During designing such an architecture there is a need to consider having centralized projects. Separate projects could hold Cloud Monitoring service collecting metrics across tenants projects, Artifact Registry service storing custom docker images or packages, Cloud Build for CICD. Having a separate special purpose parent GCP projects are more than welcome.

Now let's address the problems posed in the introduction:

Store data in easy to analyze way

There is no difference compared with the previous BigQuery Dataset tenancy approach.

Organizing the data

The separation by GCP project is great as it gives two levels of categorizing data dataset and tables. For example, the dataset `source_paypal` could have tables representing paypal_transacions, paypal_balances and other. Also common tools like Fivetran or Airbyte generate lots of intermediate tables aside from resulting data. Those intermediate tables would only clutter one dataset.

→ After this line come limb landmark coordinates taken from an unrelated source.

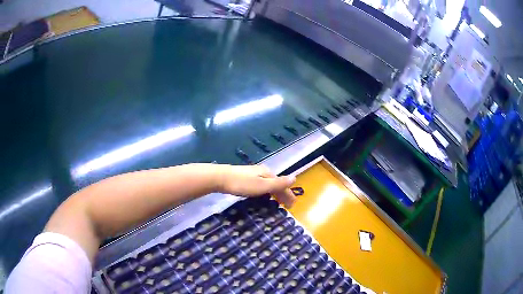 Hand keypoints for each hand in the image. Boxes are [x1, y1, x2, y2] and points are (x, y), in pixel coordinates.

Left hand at [217, 165, 296, 207]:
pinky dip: (266, 193)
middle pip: (276, 184)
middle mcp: (262, 172)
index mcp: (268, 173)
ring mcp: (252, 174)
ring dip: (275, 194)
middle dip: (283, 194)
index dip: (289, 194)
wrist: (220, 178)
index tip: (293, 206)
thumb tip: (295, 178)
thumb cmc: (242, 183)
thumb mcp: (262, 185)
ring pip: (268, 185)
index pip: (283, 184)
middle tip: (287, 206)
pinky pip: (261, 186)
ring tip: (277, 203)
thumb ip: (278, 183)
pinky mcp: (245, 178)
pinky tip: (262, 197) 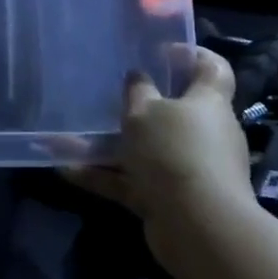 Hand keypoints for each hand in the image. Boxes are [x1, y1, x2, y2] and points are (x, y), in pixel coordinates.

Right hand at [62, 48, 253, 268]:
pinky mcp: (170, 199)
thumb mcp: (145, 111)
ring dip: (109, 145)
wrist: (199, 228)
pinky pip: (132, 181)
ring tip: (67, 138)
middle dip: (140, 104)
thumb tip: (138, 76)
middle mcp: (204, 134)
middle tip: (108, 94)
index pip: (212, 69)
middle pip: (176, 111)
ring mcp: (188, 169)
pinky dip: (103, 176)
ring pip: (146, 149)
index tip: (161, 50)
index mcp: (208, 103)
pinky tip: (65, 171)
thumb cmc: (175, 152)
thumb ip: (137, 91)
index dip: (191, 54) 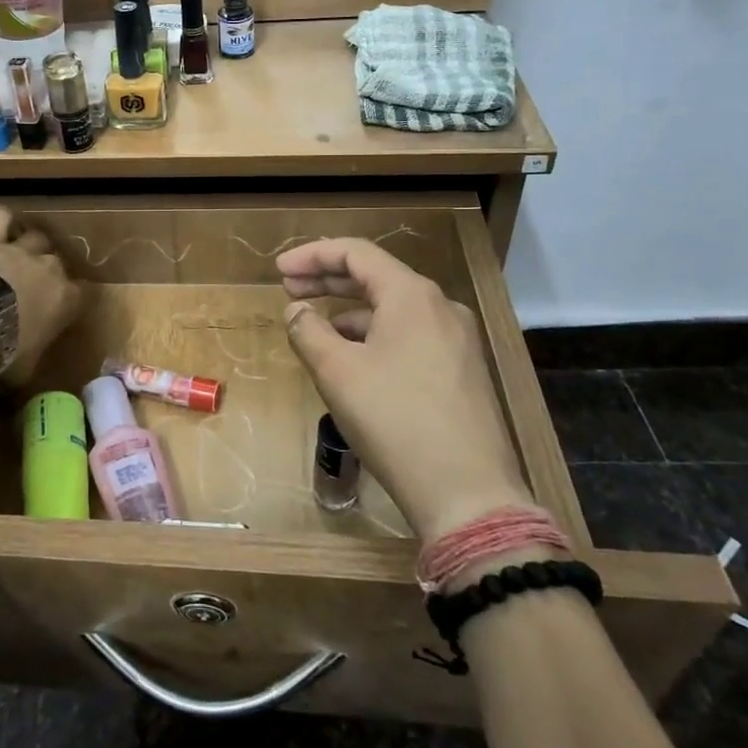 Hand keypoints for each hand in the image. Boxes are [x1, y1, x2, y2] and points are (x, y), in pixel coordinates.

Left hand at [0, 204, 82, 381]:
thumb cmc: (5, 355)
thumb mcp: (25, 371)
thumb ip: (31, 367)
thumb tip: (22, 388)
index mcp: (67, 300)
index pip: (83, 294)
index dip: (73, 300)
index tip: (62, 310)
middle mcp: (50, 269)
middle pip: (59, 262)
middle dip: (50, 273)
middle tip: (35, 288)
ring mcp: (21, 250)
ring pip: (38, 236)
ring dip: (33, 245)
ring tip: (22, 256)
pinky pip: (3, 216)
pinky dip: (5, 218)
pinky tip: (4, 224)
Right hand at [278, 237, 532, 539]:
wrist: (467, 493)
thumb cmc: (394, 419)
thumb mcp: (337, 371)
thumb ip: (308, 330)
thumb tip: (296, 310)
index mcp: (412, 296)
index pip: (356, 253)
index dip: (313, 255)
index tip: (279, 270)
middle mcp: (440, 308)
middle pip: (376, 277)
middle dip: (328, 280)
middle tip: (288, 288)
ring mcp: (457, 340)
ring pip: (393, 310)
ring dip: (349, 312)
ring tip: (315, 331)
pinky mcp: (461, 371)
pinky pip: (409, 336)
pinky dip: (374, 337)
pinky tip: (353, 362)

Be ready for clients churn

There is only one rule that needs to be followed. If there is tenant data, it must be stored in a tenant specific GCP project and nowhere else. In case of churn it is enough to delete the whole project. Worth noted, that this will be a soft delete, which means that by 30 days deletion rollback will be possible.

Fine-grained control over accesses to data 

IAM management could be done on the whole project level. Assuming that project will be created in the GCP folder it is fairly easy to set permissions for a specific google group. For example the data analytics team will have Data Viewer permissions on the whole folder, on the other hand the engineering team could have permissions to run the Compute Engine. Permissions from folder level will be inherited to project level.

Pros

• IAM on project level is easier to maintain
• Cost management simplicity
• Harder to mix cross client data

Cons

• GCP Project Number Quota Management
• Upfront cost of development
• GCP project id needs to be globally unique

Summary 

This article presents two approaches to organizing data in a tenant environment with the use of BigQuery. Both of them bring tradeoffs that have to be understood and considered. Our client case study shows that following the GCP Project Tenancy Approach scales better after initial investment. Also it helped moving fast in the beginning as experimenting does not leave any leftovers contrary to the BigQuery Dataset Tenancy Approach.

Current state of cloud computing has changed the way applications are designed. Nowadays there is no strict boundary between single and multi tenancy as load management for serverless services is a cloud provider concern and cloud users can focus on solving business problems. That’s why hybrid tenancy which blends these approaches is currently the common pattern.